Application Selection Guidelines
Choosing between G10 and G11 Epoxy Fiberglass Laminate depends on the operating environment and performance requirements. G10 is suitable for general-purpose insulation, structural supports, and applications where temperature remains within standard limits. It offers a cost-effective solution with reliable performance for a wide range of industrial uses.
G11 is preferred in high-temperature electrical systems, including generators, transformers, and heavy-duty equipment where thermal stress is continuous. Its enhanced resin system allows it to perform where standard laminates may fail over time.
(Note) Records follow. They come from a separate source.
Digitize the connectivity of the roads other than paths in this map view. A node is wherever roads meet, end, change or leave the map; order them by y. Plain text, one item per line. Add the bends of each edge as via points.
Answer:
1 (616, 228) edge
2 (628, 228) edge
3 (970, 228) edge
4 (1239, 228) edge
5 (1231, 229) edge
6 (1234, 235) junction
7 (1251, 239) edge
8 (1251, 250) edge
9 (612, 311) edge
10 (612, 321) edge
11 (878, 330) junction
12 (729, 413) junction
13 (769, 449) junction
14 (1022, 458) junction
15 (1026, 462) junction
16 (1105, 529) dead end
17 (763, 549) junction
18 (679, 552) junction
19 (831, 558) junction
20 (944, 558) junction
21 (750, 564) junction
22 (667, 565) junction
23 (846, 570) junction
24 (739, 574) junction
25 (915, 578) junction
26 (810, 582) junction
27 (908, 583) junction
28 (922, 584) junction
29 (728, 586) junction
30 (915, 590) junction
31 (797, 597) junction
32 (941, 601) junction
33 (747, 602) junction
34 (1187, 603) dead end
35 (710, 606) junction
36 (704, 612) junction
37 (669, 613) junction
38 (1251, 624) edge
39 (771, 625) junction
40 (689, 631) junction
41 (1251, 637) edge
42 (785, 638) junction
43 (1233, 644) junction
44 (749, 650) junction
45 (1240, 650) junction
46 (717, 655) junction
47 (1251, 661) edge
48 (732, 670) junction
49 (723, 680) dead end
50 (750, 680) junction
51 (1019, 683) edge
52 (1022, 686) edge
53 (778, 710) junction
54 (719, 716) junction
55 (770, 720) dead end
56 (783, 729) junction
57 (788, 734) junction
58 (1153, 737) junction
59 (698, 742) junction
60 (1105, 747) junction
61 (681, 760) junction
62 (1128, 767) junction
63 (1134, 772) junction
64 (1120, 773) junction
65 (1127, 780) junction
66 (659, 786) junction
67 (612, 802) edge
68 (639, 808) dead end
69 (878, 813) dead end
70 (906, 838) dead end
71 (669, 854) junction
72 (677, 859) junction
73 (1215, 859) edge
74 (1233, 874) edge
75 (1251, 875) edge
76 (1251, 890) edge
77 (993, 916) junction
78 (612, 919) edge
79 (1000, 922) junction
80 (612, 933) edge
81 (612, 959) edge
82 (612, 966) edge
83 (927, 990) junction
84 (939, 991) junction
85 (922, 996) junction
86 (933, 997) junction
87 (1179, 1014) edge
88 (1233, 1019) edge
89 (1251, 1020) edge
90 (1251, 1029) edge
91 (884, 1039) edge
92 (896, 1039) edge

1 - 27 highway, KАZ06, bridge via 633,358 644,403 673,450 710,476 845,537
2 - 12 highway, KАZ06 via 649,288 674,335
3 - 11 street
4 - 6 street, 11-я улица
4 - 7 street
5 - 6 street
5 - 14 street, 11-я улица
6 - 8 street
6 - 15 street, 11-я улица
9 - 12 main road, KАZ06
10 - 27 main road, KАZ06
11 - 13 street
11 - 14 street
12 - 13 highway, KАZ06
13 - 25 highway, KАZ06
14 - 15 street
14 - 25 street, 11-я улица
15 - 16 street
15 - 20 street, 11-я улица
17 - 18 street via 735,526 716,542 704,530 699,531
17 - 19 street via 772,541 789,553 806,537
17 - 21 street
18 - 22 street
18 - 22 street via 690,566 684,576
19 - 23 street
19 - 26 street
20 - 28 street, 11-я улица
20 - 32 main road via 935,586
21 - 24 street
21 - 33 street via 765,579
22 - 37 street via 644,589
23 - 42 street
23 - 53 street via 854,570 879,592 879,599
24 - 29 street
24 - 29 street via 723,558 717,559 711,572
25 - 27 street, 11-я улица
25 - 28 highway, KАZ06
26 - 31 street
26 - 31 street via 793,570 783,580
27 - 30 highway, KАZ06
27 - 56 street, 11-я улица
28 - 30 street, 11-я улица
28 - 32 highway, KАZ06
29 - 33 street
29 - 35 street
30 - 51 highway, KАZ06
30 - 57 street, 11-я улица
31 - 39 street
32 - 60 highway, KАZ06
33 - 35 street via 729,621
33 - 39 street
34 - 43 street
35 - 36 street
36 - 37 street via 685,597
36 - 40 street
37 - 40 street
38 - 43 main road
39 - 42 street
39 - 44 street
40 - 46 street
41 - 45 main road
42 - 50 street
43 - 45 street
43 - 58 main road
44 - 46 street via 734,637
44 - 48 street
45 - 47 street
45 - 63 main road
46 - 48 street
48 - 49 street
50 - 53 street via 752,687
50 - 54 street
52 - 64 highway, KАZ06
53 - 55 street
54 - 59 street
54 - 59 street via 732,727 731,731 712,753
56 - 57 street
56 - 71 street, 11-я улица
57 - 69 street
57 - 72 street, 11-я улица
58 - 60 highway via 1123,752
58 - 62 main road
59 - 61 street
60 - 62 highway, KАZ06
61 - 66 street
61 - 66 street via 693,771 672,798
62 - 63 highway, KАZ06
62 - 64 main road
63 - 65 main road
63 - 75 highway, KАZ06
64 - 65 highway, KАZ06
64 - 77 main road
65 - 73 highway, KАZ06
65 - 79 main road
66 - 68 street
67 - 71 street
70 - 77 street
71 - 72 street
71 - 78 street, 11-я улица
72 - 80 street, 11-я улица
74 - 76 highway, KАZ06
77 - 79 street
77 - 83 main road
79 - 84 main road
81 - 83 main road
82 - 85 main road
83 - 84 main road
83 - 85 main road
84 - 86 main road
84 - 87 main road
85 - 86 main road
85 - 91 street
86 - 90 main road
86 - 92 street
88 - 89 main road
SENKEDA Manufacturing Perspective
SENKEDA focuses on producing high-quality epoxy laminate materials with consistent resin distribution, strong bonding between layers, and controlled curing processes. This ensures that both G10 and G11 sheets deliver stable insulation performance, mechanical strength, and environmental resistance across different applications.
From a manufacturing standpoint, the real value lies not only in material selection but also in process control. Uniform lamination, precise thickness tolerance, and reliable fabrication capabilities help ensure that each sheet performs as expected in real operating conditions. For buyers comparing G10 and G11, consistency across batches and long-term reliability are just as important as the material specification itself.
Understanding the G10 vs G11 distinction allows engineers and sourcing teams to match insulation materials with actual working conditions. When thermal demands increase, selecting the right laminate becomes a key factor in ensuring system stability and extending service life.